▸ **Problem description**: What lines of the listing include the string "鹿沼環状線"? Show them all.

▸ **Records provided**:
+++
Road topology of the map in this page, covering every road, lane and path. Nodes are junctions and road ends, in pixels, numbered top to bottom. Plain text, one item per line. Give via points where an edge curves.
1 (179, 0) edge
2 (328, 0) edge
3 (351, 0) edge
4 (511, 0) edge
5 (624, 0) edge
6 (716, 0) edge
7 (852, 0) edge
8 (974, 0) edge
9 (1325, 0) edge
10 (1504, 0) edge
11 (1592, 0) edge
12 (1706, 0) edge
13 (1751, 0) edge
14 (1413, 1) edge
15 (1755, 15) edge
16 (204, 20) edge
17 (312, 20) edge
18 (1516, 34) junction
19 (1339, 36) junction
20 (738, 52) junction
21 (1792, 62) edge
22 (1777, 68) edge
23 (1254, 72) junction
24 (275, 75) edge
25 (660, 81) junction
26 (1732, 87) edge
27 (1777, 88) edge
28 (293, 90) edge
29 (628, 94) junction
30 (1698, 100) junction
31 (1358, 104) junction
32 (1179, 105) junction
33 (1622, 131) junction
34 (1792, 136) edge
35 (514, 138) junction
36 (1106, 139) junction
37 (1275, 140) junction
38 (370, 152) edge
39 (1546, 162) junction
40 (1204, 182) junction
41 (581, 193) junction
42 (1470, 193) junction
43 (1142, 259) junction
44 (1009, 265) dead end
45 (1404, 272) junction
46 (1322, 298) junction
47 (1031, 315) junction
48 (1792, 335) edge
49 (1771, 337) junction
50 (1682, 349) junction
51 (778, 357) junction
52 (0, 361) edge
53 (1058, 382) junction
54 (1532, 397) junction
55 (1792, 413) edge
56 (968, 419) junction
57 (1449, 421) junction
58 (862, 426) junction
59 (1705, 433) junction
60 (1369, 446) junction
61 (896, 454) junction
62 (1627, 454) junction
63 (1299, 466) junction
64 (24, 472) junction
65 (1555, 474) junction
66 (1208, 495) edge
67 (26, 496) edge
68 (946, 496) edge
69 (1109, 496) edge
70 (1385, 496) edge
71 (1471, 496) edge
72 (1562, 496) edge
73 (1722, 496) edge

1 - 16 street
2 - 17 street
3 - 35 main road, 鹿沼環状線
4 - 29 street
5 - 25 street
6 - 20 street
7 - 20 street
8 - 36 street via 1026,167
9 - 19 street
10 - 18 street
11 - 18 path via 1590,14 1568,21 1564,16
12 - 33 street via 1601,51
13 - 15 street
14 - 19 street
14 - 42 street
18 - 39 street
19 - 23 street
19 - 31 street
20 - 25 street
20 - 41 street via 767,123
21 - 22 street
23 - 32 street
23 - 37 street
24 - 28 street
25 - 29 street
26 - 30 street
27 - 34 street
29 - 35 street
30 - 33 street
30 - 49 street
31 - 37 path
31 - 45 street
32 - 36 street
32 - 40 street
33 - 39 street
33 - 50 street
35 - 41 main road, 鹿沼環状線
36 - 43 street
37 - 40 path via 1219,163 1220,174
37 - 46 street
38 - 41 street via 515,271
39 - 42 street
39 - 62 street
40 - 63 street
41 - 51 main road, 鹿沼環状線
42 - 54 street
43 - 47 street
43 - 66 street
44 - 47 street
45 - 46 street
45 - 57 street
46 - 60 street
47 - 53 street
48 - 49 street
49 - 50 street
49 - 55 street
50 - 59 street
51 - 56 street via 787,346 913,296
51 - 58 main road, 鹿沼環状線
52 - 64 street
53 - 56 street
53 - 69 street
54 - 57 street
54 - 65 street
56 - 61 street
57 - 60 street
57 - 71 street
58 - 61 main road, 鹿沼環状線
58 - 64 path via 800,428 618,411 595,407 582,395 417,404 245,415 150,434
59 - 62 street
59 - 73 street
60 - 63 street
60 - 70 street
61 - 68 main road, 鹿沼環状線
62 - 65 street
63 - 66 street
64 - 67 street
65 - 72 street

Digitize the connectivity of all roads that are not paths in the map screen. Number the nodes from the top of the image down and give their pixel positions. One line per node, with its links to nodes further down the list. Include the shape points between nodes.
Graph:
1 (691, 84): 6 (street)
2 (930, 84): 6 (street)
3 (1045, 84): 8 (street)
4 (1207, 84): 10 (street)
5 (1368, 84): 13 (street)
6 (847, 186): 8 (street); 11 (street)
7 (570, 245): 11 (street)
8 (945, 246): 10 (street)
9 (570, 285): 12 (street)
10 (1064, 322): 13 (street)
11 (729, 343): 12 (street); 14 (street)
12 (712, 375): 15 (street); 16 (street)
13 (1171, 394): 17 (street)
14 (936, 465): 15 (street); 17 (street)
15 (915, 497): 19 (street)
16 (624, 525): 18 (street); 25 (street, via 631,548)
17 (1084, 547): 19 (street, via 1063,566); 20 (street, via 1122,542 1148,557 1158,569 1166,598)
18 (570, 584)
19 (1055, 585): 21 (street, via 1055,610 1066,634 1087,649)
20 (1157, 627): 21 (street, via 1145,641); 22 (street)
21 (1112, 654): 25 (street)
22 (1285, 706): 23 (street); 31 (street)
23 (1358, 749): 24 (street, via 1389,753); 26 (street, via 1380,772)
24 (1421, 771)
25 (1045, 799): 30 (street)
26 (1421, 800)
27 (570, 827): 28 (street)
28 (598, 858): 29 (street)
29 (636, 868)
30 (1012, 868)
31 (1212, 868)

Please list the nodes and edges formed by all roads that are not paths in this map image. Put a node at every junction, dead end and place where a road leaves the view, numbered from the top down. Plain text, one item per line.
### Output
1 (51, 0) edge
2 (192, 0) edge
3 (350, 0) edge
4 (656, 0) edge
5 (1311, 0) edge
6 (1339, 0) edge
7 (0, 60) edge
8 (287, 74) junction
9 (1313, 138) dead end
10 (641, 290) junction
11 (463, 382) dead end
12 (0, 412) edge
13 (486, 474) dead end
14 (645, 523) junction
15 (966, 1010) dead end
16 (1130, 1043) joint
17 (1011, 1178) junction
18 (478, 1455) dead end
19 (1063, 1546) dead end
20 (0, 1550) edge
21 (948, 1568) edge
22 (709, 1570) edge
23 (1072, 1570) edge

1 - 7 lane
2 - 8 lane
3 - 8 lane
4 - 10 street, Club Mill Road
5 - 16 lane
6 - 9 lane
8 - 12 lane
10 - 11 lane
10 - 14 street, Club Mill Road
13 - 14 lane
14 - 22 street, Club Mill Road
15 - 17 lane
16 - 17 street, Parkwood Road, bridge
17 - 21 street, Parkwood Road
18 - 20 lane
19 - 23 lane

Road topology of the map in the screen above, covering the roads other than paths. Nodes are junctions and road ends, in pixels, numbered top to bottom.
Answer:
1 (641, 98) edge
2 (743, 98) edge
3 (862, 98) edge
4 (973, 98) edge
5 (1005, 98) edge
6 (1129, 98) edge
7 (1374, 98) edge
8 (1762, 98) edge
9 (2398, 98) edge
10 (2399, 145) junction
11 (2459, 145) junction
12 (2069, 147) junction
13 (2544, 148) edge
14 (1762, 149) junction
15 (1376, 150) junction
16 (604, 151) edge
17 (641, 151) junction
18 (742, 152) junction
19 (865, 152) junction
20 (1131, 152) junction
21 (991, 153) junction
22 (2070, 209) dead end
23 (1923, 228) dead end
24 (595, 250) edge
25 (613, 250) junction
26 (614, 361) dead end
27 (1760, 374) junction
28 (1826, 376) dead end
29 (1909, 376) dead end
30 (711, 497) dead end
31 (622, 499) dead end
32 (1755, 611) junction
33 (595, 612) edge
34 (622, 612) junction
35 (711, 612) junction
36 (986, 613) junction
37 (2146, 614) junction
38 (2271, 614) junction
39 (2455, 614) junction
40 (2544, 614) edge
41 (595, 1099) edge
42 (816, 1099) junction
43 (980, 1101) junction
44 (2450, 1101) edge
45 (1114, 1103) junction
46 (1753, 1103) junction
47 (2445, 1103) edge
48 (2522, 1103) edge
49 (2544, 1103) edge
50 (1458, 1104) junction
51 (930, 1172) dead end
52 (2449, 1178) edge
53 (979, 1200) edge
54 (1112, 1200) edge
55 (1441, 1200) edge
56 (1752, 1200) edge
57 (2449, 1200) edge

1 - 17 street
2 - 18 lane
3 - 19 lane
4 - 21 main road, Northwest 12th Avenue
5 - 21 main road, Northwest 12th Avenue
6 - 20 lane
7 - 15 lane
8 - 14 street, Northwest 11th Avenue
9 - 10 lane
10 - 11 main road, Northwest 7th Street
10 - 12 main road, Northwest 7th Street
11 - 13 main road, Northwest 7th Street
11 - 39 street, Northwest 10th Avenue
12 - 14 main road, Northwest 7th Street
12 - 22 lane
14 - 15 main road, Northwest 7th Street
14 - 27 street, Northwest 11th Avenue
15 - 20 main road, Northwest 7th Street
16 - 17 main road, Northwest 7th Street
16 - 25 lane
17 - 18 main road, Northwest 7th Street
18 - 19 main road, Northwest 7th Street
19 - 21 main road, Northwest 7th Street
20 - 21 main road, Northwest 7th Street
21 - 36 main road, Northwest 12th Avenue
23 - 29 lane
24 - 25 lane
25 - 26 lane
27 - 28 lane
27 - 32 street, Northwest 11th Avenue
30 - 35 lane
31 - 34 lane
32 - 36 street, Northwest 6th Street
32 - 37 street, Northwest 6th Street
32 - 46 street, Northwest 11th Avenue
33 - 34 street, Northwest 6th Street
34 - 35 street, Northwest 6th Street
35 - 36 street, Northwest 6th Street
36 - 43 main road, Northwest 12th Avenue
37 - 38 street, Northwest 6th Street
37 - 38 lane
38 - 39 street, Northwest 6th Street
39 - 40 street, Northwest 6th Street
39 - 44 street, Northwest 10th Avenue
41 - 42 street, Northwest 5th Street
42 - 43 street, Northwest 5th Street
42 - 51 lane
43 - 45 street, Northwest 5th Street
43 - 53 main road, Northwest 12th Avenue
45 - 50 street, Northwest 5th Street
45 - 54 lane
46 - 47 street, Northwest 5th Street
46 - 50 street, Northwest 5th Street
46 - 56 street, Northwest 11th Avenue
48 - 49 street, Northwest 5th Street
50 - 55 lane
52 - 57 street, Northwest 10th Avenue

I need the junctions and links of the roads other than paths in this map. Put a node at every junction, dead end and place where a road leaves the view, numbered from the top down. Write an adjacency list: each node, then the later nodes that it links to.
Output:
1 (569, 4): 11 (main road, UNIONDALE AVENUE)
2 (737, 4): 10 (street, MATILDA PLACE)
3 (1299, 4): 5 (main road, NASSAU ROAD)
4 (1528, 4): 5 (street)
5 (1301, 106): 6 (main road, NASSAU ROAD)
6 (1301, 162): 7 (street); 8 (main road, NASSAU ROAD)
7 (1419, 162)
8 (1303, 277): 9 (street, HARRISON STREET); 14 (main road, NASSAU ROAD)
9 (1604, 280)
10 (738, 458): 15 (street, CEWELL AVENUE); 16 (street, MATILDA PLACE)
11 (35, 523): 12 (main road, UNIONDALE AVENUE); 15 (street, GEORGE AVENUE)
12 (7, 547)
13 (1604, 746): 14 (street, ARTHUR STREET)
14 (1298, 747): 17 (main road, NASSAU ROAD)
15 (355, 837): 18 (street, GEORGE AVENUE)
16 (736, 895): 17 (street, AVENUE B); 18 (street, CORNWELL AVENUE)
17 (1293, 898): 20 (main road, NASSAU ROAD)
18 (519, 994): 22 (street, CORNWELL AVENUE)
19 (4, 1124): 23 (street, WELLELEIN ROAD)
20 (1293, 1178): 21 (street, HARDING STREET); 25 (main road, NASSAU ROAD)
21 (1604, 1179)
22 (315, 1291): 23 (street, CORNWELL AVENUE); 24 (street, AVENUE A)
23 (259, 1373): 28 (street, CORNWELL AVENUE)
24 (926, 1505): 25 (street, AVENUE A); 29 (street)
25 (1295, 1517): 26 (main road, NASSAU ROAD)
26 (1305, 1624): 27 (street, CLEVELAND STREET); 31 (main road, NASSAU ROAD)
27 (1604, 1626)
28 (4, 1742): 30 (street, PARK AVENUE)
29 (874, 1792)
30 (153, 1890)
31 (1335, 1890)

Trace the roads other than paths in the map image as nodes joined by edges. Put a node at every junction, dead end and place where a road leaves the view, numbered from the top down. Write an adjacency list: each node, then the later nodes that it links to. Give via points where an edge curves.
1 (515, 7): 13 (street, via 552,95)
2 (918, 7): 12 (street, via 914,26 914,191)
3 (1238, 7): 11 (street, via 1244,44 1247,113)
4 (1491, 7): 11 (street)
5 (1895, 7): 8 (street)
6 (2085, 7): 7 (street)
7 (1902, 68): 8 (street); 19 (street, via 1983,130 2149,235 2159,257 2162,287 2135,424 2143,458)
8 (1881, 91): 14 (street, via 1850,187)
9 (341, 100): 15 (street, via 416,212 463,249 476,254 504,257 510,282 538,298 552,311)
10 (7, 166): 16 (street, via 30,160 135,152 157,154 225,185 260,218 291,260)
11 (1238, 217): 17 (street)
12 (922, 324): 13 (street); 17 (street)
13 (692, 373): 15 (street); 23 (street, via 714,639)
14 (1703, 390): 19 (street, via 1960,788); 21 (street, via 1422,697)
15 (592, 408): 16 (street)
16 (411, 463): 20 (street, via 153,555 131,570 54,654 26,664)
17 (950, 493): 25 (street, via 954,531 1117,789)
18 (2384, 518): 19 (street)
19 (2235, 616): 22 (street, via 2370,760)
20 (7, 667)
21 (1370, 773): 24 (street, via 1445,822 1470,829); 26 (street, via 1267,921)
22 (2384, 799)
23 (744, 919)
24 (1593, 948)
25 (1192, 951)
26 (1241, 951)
+++
▸ **Answer to this exercise**:
3 - 35 main road, 鹿沼環状線
35 - 41 main road, 鹿沼環状線
41 - 51 main road, 鹿沼環状線
51 - 58 main road, 鹿沼環状線
58 - 61 main road, 鹿沼環状線
61 - 68 main road, 鹿沼環状線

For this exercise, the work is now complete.